━━ Task input ━━
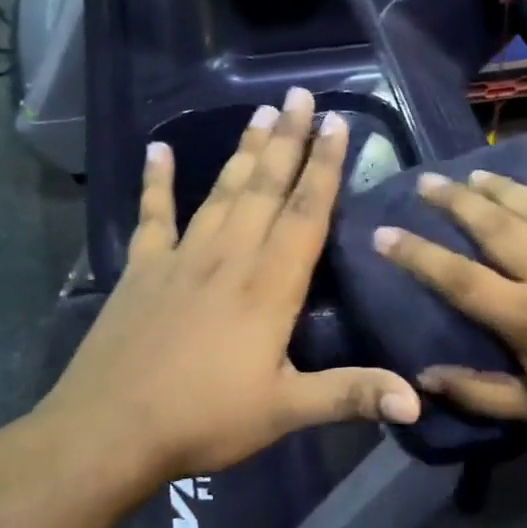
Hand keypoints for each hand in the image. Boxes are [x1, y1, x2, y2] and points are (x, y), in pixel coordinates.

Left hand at [31, 87, 420, 503]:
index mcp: (269, 286)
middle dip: (289, 140)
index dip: (325, 167)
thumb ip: (352, 396)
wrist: (108, 433)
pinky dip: (157, 181)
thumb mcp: (286, 411)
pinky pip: (153, 216)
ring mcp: (182, 259)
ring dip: (245, 152)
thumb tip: (418, 404)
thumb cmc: (205, 419)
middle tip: (301, 94)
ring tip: (262, 112)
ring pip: (222, 192)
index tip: (337, 123)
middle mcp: (230, 258)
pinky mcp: (143, 271)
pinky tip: (158, 149)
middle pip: (266, 188)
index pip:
━━━
● **Activity**: Beginning with the line that contains "ring mcp: (182, 259)", restate word for word each line through the last one in the data, and write nothing more.

● **Response to this task**:
ring mcp: (182, 259)
ring dip: (245, 152)
thumb tip: (418, 404)
thumb cmc: (205, 419)
middle tip: (301, 94)
ring tip: (262, 112)
ring pip: (222, 192)
index tip: (337, 123)
middle mcp: (230, 258)
pinky mcp: (143, 271)
pinky tip: (158, 149)
middle pip: (266, 188)
index pip:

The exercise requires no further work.